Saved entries
»»
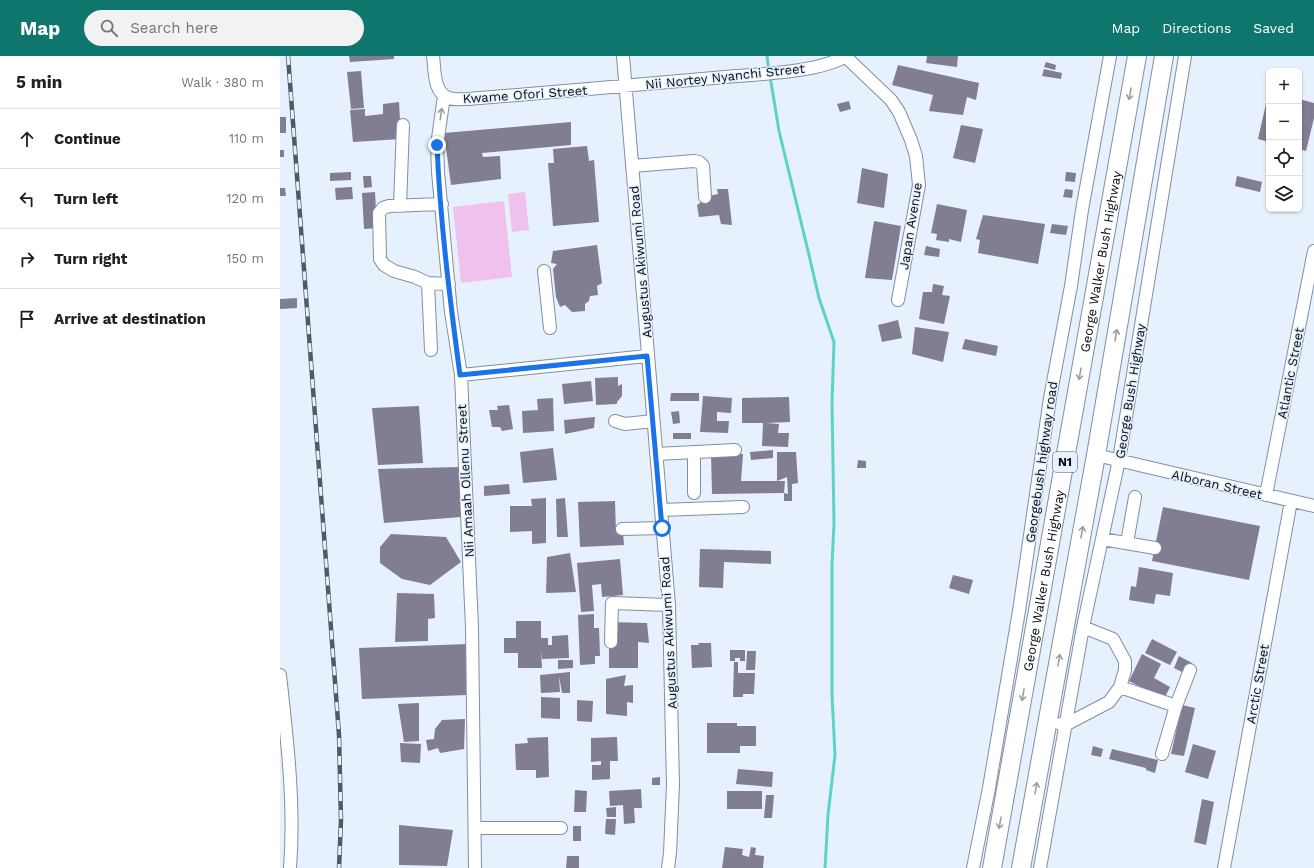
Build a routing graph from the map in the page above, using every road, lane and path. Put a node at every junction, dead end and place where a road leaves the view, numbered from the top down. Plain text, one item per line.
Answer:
1 (434, 56) edge
2 (623, 56) edge
3 (846, 56) edge
4 (1110, 56) edge
5 (1137, 56) edge
6 (1164, 56) edge
7 (1185, 56) edge
8 (626, 86) junction
9 (444, 96) junction
10 (403, 125) dead end
11 (632, 166) junction
12 (705, 197) dead end
13 (442, 204) junction
14 (400, 206) junction
15 (1314, 251) edge
16 (544, 271) dead end
17 (1311, 279) edge
18 (428, 282) junction
19 (449, 284) junction
20 (898, 300) dead end
21 (550, 328) dead end
22 (431, 350) dead end
23 (647, 356) junction
24 (460, 375) junction
25 (615, 420) dead end
26 (653, 421) junction
27 (735, 450) dead end
28 (694, 452) junction
29 (656, 454) junction
30 (1096, 455) junction
31 (1119, 460) junction
32 (694, 493) dead end
33 (1266, 495) junction
34 (1135, 498) dead end
35 (1291, 501) junction
36 (1314, 506) edge
37 (743, 507) dead end
38 (661, 510) junction
39 (662, 528) junction
40 (622, 529) dead end
41 (1102, 539) junction
42 (1127, 543) junction
43 (1155, 548) dead end
44 (669, 605) junction
45 (1083, 627) junction
46 (611, 642) dead end
47 (1190, 670) dead end
48 (280, 675) edge
49 (1120, 687) junction
50 (1176, 706) junction
51 (1047, 722) junction
52 (1065, 725) junction
53 (283, 738) edge
54 (1162, 754) dead end
55 (476, 828) junction
56 (561, 828) dead end
57 (290, 868) edge
58 (475, 868) edge
59 (668, 868) edge
60 (973, 868) edge
61 (992, 868) edge
62 (1021, 868) edge
63 (1040, 868) edge
64 (1224, 868) edge

1 - 9 street, Kwame Ofori Street
2 - 8 street, Augustus Akiwumi Road
3 - 8 street, Nii Nortey Nyanchi Street
3 - 20 street, Japan Avenue
4 - 60 street, Georgebush highway road
5 -> 61 highway, George Walker Bush Highway / N1
30 -> 6 highway, George Walker Bush Highway / N1
7 - 31 street, George Bush Highway
8 - 9 street, Kwame Ofori Street
8 - 11 street, Augustus Akiwumi Road
13 -> 9 street, Nii Amaah Ollenu Street
10 - 14 street
11 - 12 street
11 - 23 street, Augustus Akiwumi Road
13 - 14 street
13 - 19 street, Nii Amaah Ollenu Street
14 - 18 street
15 - 17 street, Atlantic Street
16 - 21 street
17 - 33 street, Atlantic Street
18 - 19 street
18 - 22 street
19 - 24 street, Nii Amaah Ollenu Street
23 - 24 street
23 - 26 street, Augustus Akiwumi Road
24 - 55 street, Nii Amaah Ollenu Street
25 - 26 street
26 - 29 street, Augustus Akiwumi Road
27 - 28 street
28 - 29 street
28 - 32 street
29 - 38 street, Augustus Akiwumi Road
30 - 31 street, Alboran Street
51 -> 30 highway, George Walker Bush Highway / N1
31 - 33 street, Alboran Street
31 - 41 street, George Bush Highway
33 - 35 street, Alboran Street
34 - 42 street
35 - 36 street, Alboran Street
35 - 64 street, Arctic Street
37 - 38 street
38 - 39 street, Augustus Akiwumi Road
39 - 40 street
39 - 44 street, Augustus Akiwumi Road
41 - 42 street
41 - 45 street, George Bush Highway
42 - 43 street
44 - 46 street
44 - 59 street, Augustus Akiwumi Road
45 - 49 street
45 - 52 street, George Bush Highway
47 - 50 street
48 - 53 street
49 - 50 street
49 - 52 street
50 - 54 street
51 - 52 street
62 -> 51 highway, George Walker Bush Highway / N1
52 - 63 street, George Bush Highway
53 - 57 street
55 - 56 street
55 - 58 street, Nii Amaah Ollenu Street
««
What the exercise asks
Skip every image and output the remaining records exactly.

Task output
Build a routing graph from the map in the page above, using every road, lane and path. Put a node at every junction, dead end and place where a road leaves the view, numbered from the top down. Plain text, one item per line.
Answer:
1 (434, 56) edge
2 (623, 56) edge
3 (846, 56) edge
4 (1110, 56) edge
5 (1137, 56) edge
6 (1164, 56) edge
7 (1185, 56) edge
8 (626, 86) junction
9 (444, 96) junction
10 (403, 125) dead end
11 (632, 166) junction
12 (705, 197) dead end
13 (442, 204) junction
14 (400, 206) junction
15 (1314, 251) edge
16 (544, 271) dead end
17 (1311, 279) edge
18 (428, 282) junction
19 (449, 284) junction
20 (898, 300) dead end
21 (550, 328) dead end
22 (431, 350) dead end
23 (647, 356) junction
24 (460, 375) junction
25 (615, 420) dead end
26 (653, 421) junction
27 (735, 450) dead end
28 (694, 452) junction
29 (656, 454) junction
30 (1096, 455) junction
31 (1119, 460) junction
32 (694, 493) dead end
33 (1266, 495) junction
34 (1135, 498) dead end
35 (1291, 501) junction
36 (1314, 506) edge
37 (743, 507) dead end
38 (661, 510) junction
39 (662, 528) junction
40 (622, 529) dead end
41 (1102, 539) junction
42 (1127, 543) junction
43 (1155, 548) dead end
44 (669, 605) junction
45 (1083, 627) junction
46 (611, 642) dead end
47 (1190, 670) dead end
48 (280, 675) edge
49 (1120, 687) junction
50 (1176, 706) junction
51 (1047, 722) junction
52 (1065, 725) junction
53 (283, 738) edge
54 (1162, 754) dead end
55 (476, 828) junction
56 (561, 828) dead end
57 (290, 868) edge
58 (475, 868) edge
59 (668, 868) edge
60 (973, 868) edge
61 (992, 868) edge
62 (1021, 868) edge
63 (1040, 868) edge
64 (1224, 868) edge

1 - 9 street, Kwame Ofori Street
2 - 8 street, Augustus Akiwumi Road
3 - 8 street, Nii Nortey Nyanchi Street
3 - 20 street, Japan Avenue
4 - 60 street, Georgebush highway road
5 -> 61 highway, George Walker Bush Highway / N1
30 -> 6 highway, George Walker Bush Highway / N1
7 - 31 street, George Bush Highway
8 - 9 street, Kwame Ofori Street
8 - 11 street, Augustus Akiwumi Road
13 -> 9 street, Nii Amaah Ollenu Street
10 - 14 street
11 - 12 street
11 - 23 street, Augustus Akiwumi Road
13 - 14 street
13 - 19 street, Nii Amaah Ollenu Street
14 - 18 street
15 - 17 street, Atlantic Street
16 - 21 street
17 - 33 street, Atlantic Street
18 - 19 street
18 - 22 street
19 - 24 street, Nii Amaah Ollenu Street
23 - 24 street
23 - 26 street, Augustus Akiwumi Road
24 - 55 street, Nii Amaah Ollenu Street
25 - 26 street
26 - 29 street, Augustus Akiwumi Road
27 - 28 street
28 - 29 street
28 - 32 street
29 - 38 street, Augustus Akiwumi Road
30 - 31 street, Alboran Street
51 -> 30 highway, George Walker Bush Highway / N1
31 - 33 street, Alboran Street
31 - 41 street, George Bush Highway
33 - 35 street, Alboran Street
34 - 42 street
35 - 36 street, Alboran Street
35 - 64 street, Arctic Street
37 - 38 street
38 - 39 street, Augustus Akiwumi Road
39 - 40 street
39 - 44 street, Augustus Akiwumi Road
41 - 42 street
41 - 45 street, George Bush Highway
42 - 43 street
44 - 46 street
44 - 59 street, Augustus Akiwumi Road
45 - 49 street
45 - 52 street, George Bush Highway
47 - 50 street
48 - 53 street
49 - 50 street
49 - 52 street
50 - 54 street
51 - 52 street
62 -> 51 highway, George Walker Bush Highway / N1
52 - 63 street, George Bush Highway
53 - 57 street
55 - 56 street
55 - 58 street, Nii Amaah Ollenu Street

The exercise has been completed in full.